El gobierno canadiense parece estar a punto de traer a casa a unas 40 mujeres y niños canadienses recluidos en terribles condiciones en un campo de detención sirio.
Es un cambio significativo de política, no necesariamente basado en la compasión, para los ciudadanos canadienses que han pasado los últimos años viviendo en condiciones miserables al aire libre, sujetos a la violencia de la naturaleza y otros reclusos.

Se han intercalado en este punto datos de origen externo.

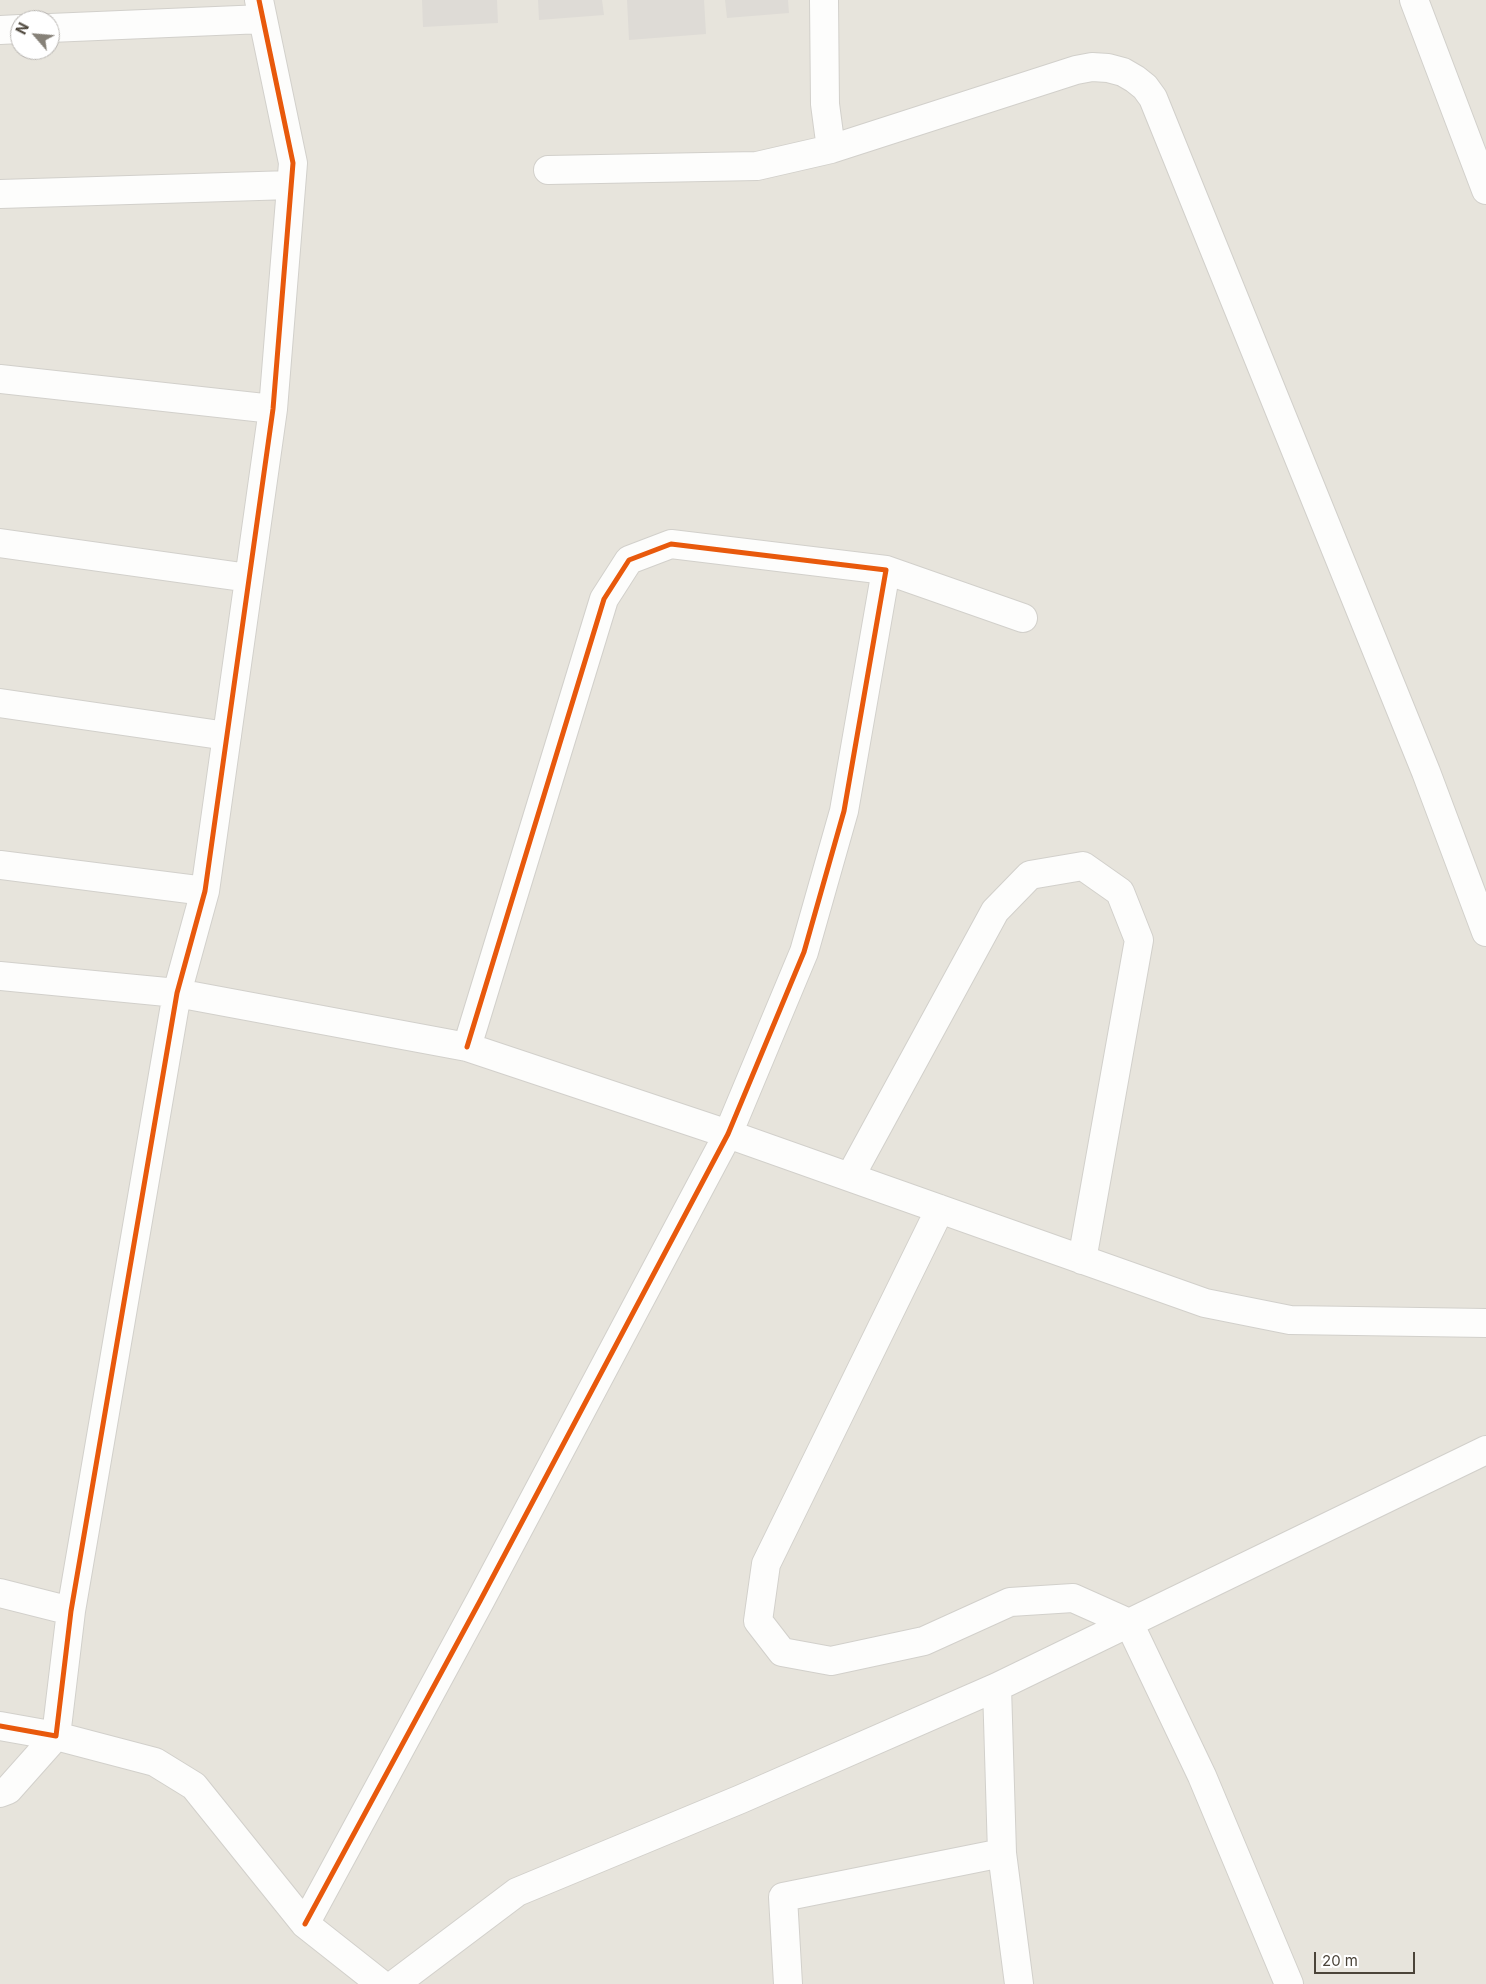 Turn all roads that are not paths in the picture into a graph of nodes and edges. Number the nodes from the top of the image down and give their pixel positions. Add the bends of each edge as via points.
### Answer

A un niño canadiense recientemente le golpearon la cabeza con piedras lanzadas por detenidos iraquíes alojados en el mismo campamento. Una enfermera le cosió el cuero cabelludo y lo envió de regreso con su madre y su hogar: una tienda de campaña plantada en el desierto, rodeada de guardias kurdos armados y vallas altas.
Los canadienses se encuentran entre los miles de ciudadanos extranjeros detenidos después de la guerra con el Estado Islámico, reducidos a la condición de prisioneros en virtud de sus matrimonios con combatientes extranjeros. La mayoría le dirá que no tenían idea de en qué se estaban metiendo y que nunca estuvieron involucrados en la violencia.
Los defensores de los derechos humanos describen a sus hijos como víctimas inocentes, obligados a sufrir por las acciones de otros y privados de una infancia normal.